13. Мой герой выруливает на старт

   Как это ни странно, но именно допрос Германа Геринга сыграл положительную роль в моих литературных делах, никакого отношения к нему, Герингу, не имеющих. Я уже писал, что вынужденные слова «второго наци» Германии о «загадочном» советском человеке, которого не понимала и не понимает буржуазная Европа, о человеке, который громил и разгромил разбойничьи армии Кейтеля, воздушный флот Геринга, который топил корабли Редера и в финале войны водрузил свое знамя на крыше цитадели нацизма, что эти вынужденные слова заставили меня месяц назад сесть за книгу об одном из таких людей, старшем лейтенанте Алексее Мересьеве. Оттуда, из зала суда, где развертывается ужасающая повесть нацистских злодеяний, спешил я к себе в каморку, к повести о настоящем человеке, советском человеке, находя в ней забвение от всего того, что мы видим и слышим изо дня в день на процессе.

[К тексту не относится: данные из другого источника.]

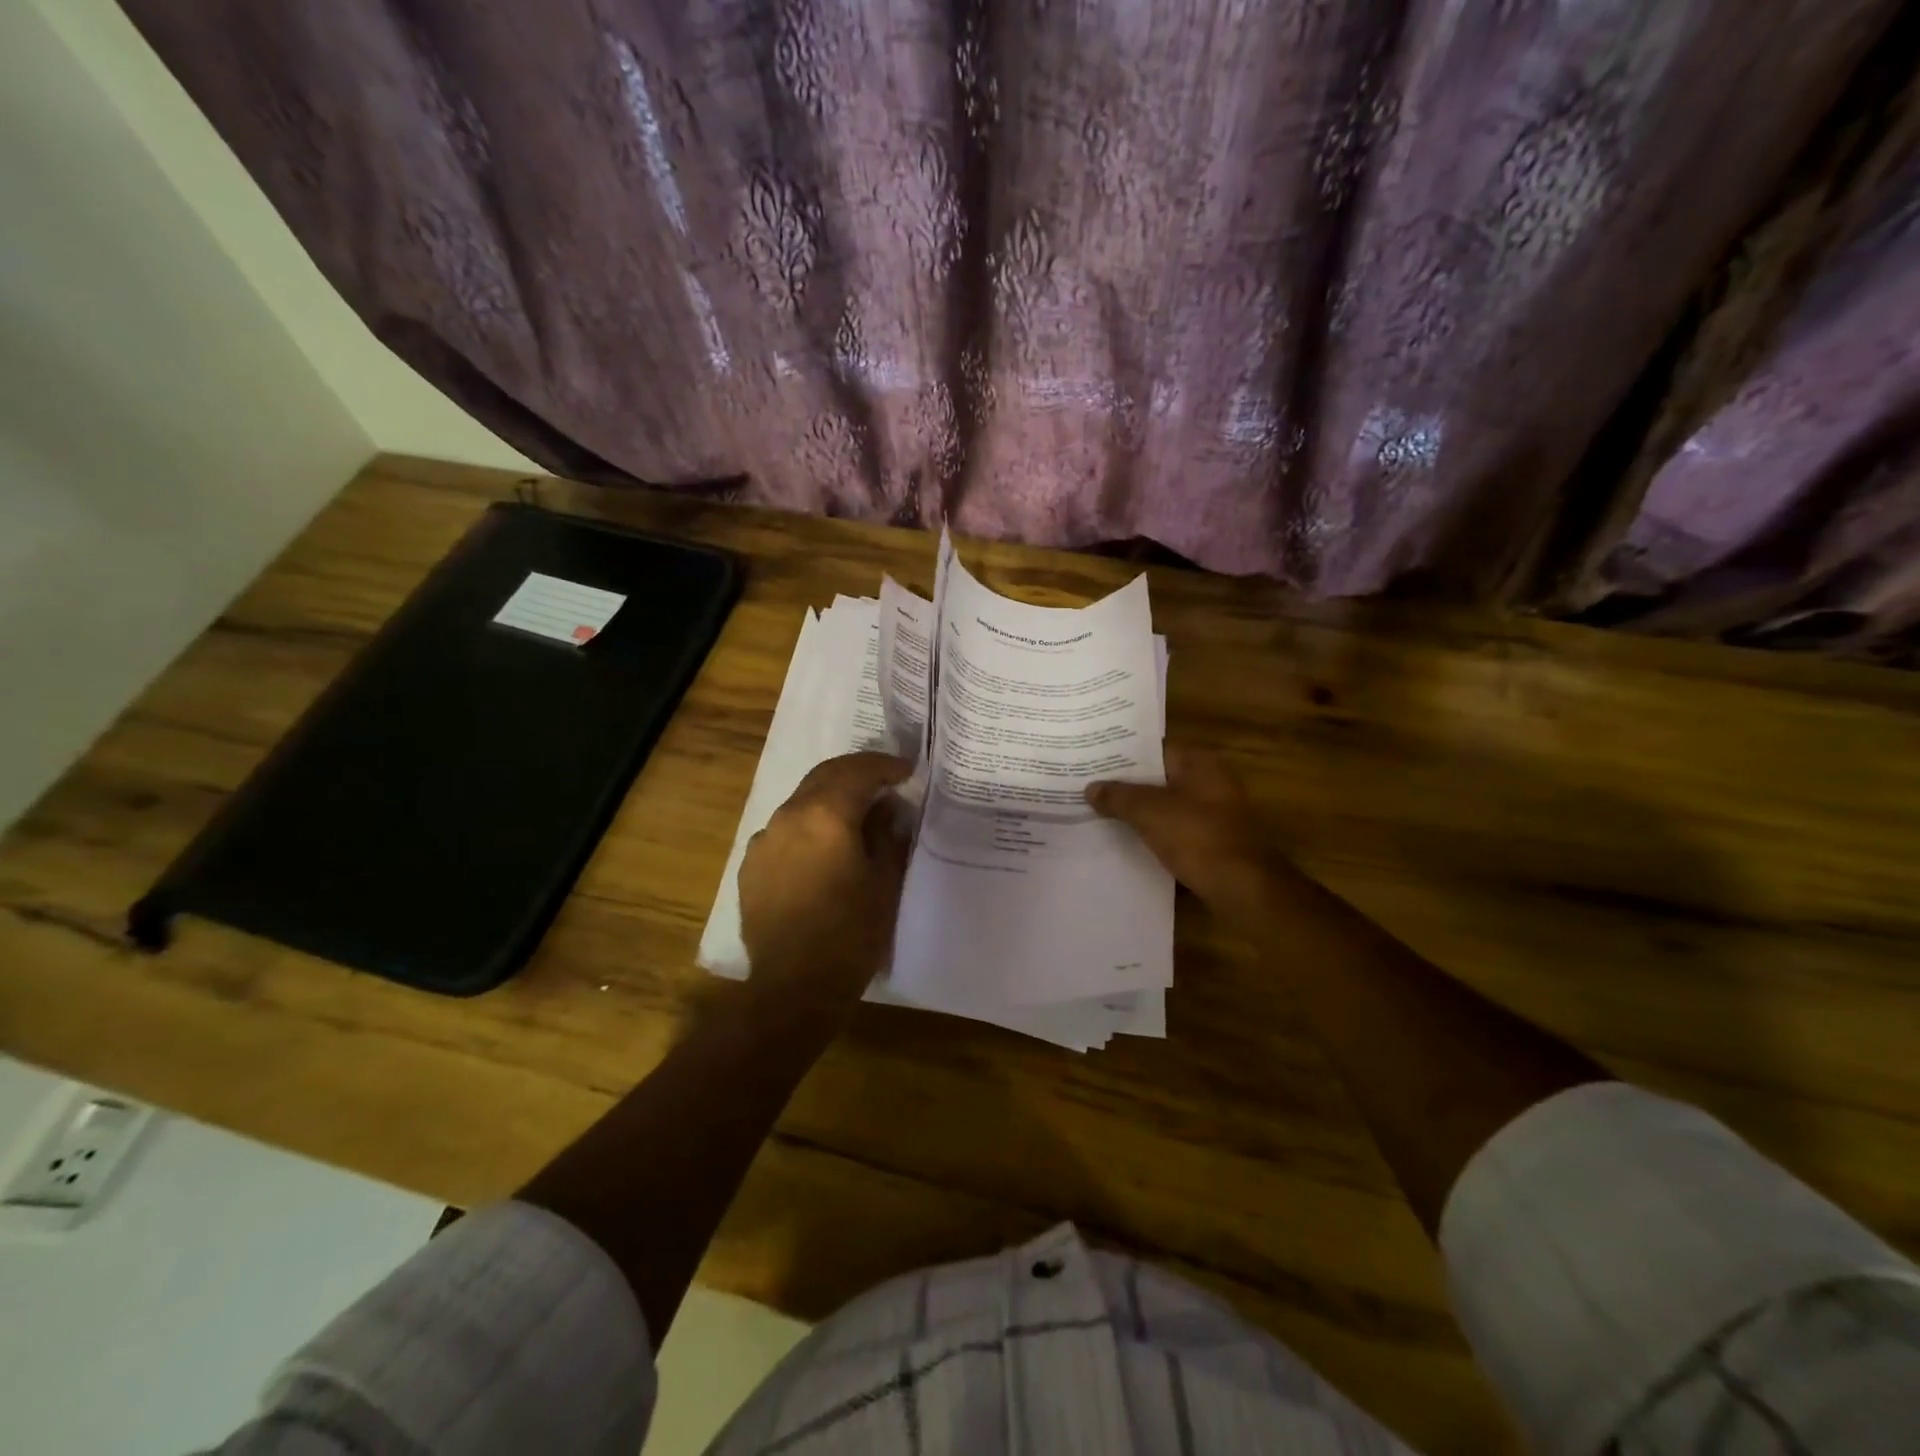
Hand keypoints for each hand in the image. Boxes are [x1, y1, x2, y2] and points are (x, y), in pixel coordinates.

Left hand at [739, 752, 912, 1000]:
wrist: (793, 988)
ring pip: (802, 801)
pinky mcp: (751, 865)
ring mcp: (764, 840)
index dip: (886, 766)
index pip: (859, 771)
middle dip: (856, 773)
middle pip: (825, 776)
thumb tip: (886, 808)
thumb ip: (887, 835)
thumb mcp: (884, 882)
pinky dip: (809, 825)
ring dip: (830, 798)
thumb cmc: (850, 935)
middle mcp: (789, 816)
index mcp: (826, 815)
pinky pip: (785, 830)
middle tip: (884, 782)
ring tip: (856, 815)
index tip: (907, 772)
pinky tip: (823, 848)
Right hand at [1085, 747, 1286, 923]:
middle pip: (1158, 777)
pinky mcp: (1210, 841)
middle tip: (1087, 785)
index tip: (1092, 760)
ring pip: (1164, 805)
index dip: (1122, 753)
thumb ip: (1118, 797)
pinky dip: (1151, 832)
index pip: (1154, 748)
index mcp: (1200, 763)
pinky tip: (1123, 839)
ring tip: (1097, 811)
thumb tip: (1090, 788)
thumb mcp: (1150, 812)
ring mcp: (1212, 813)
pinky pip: (1173, 829)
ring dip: (1137, 810)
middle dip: (1125, 784)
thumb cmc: (1198, 837)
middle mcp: (1210, 781)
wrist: (1242, 888)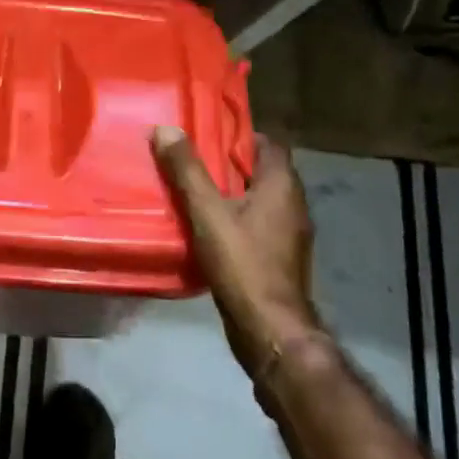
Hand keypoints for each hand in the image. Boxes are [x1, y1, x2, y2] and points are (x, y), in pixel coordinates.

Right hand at [152, 126, 319, 376]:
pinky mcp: (277, 258)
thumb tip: (165, 129)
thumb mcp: (207, 212)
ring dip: (227, 193)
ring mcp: (288, 235)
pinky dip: (232, 219)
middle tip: (189, 159)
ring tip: (189, 190)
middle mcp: (292, 205)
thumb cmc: (242, 262)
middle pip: (260, 172)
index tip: (205, 133)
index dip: (239, 135)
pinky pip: (253, 225)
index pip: (268, 144)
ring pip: (256, 200)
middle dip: (226, 164)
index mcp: (282, 186)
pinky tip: (203, 226)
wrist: (268, 329)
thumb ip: (186, 170)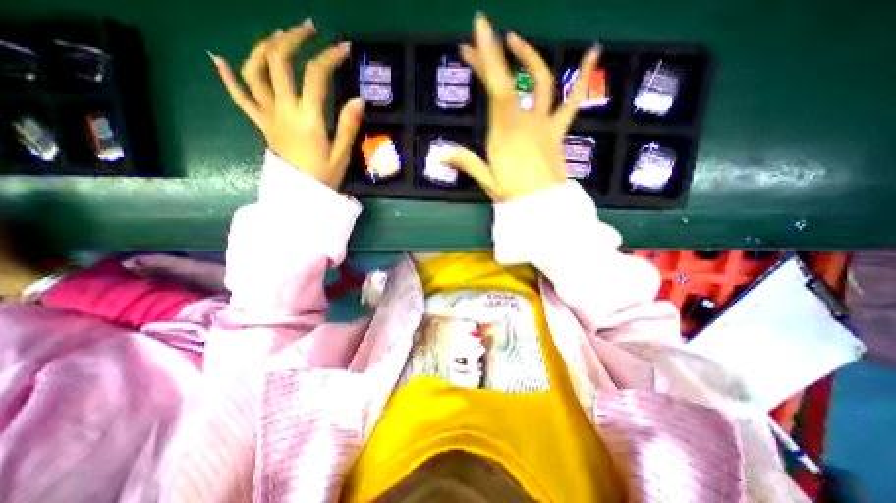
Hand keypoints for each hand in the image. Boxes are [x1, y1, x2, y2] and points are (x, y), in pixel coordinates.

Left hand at [210, 17, 362, 188]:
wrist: (300, 196)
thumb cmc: (324, 177)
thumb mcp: (341, 154)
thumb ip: (348, 126)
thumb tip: (359, 99)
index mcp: (308, 118)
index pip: (316, 76)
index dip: (329, 57)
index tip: (343, 49)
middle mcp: (283, 110)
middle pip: (279, 61)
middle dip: (293, 38)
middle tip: (309, 28)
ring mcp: (268, 115)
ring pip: (254, 71)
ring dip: (264, 47)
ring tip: (278, 37)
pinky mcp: (261, 124)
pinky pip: (239, 98)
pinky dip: (228, 77)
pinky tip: (219, 59)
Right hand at [452, 16, 597, 203]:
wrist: (543, 208)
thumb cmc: (514, 196)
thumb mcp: (487, 181)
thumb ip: (467, 162)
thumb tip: (440, 153)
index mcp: (504, 134)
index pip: (497, 88)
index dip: (489, 56)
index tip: (480, 27)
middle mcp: (524, 121)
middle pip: (509, 81)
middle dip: (490, 58)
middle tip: (473, 43)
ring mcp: (544, 124)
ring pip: (540, 82)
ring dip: (528, 58)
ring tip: (515, 40)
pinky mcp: (558, 130)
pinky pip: (573, 101)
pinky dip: (583, 77)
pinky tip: (592, 51)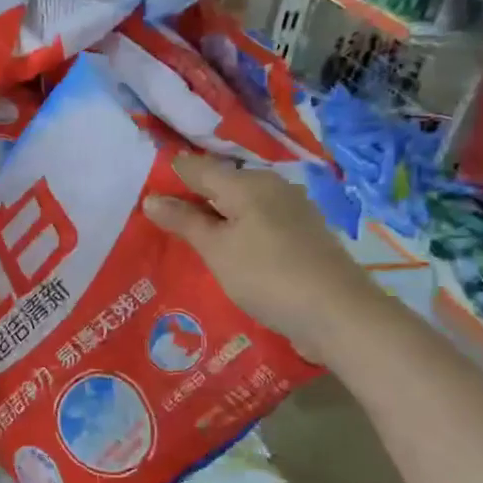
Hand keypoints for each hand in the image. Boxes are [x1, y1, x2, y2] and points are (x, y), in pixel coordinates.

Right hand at [143, 154, 381, 362]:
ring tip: (186, 242)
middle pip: (220, 185)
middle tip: (158, 223)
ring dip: (213, 220)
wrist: (339, 315)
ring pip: (239, 206)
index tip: (142, 196)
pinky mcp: (302, 235)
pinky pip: (257, 224)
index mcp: (248, 182)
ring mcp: (291, 211)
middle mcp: (271, 187)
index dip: (168, 178)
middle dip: (190, 201)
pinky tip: (225, 255)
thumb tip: (150, 197)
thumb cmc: (268, 275)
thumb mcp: (216, 249)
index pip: (196, 167)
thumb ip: (183, 221)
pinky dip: (236, 234)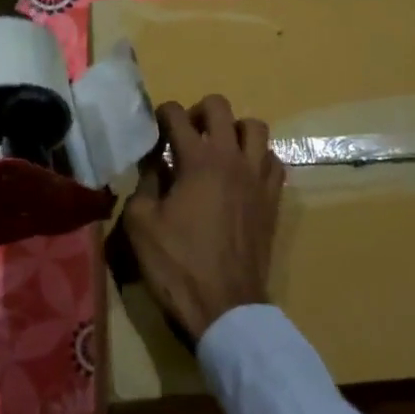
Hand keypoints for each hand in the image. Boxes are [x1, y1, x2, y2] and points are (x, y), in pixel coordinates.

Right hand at [121, 94, 283, 341]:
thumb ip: (143, 184)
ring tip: (218, 148)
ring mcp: (257, 177)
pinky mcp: (273, 198)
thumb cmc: (178, 264)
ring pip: (255, 127)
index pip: (176, 115)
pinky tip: (243, 174)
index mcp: (198, 160)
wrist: (225, 306)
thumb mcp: (141, 224)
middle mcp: (232, 158)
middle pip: (220, 107)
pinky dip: (258, 157)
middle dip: (198, 111)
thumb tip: (151, 164)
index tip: (153, 128)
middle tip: (185, 134)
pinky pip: (273, 160)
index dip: (161, 114)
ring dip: (234, 129)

   Разбитый, разгромленный, тонущий мир фашизма, главари которого держат ответ перед Судом Народов, таким образом сталкивается с простым, честным, светлым миром советского парня, и парень этот неизменно одерживает маленькую победу. Пишется хорошо, легко. Николай Жуков – старый друг и болельщик этой книги, который недавно вместо «здравствуй» спрашивал у меня, пишу ли я, теперь уже – хочет он того или не хочет – слушает каждое утро мой «творческий отчет» о жизненных перипетиях летчика за минувшее утро и подбадривает неизменно:
   – Валяй, валяй дальше…
   Страница за страницей будто сами вылетают из-под пера. У меня нет ни конспекта, ни плана, только вот эта тетрадь с давно сделанными репортерскими записями Я не знаю, как воевал этот парень после давней нашей встречи под Орлом. Не знаю – жив ли он или сложил голову в сражении с асами Германа Геринга из дивизии Гихтгофен. Только тетрадка с надписью «Дневник полета 3-й эскадрильи», где в августовскую, пахнущую малиной ночь я записал рассказ этого парня. Только она и является моим путеводителем по его жизни.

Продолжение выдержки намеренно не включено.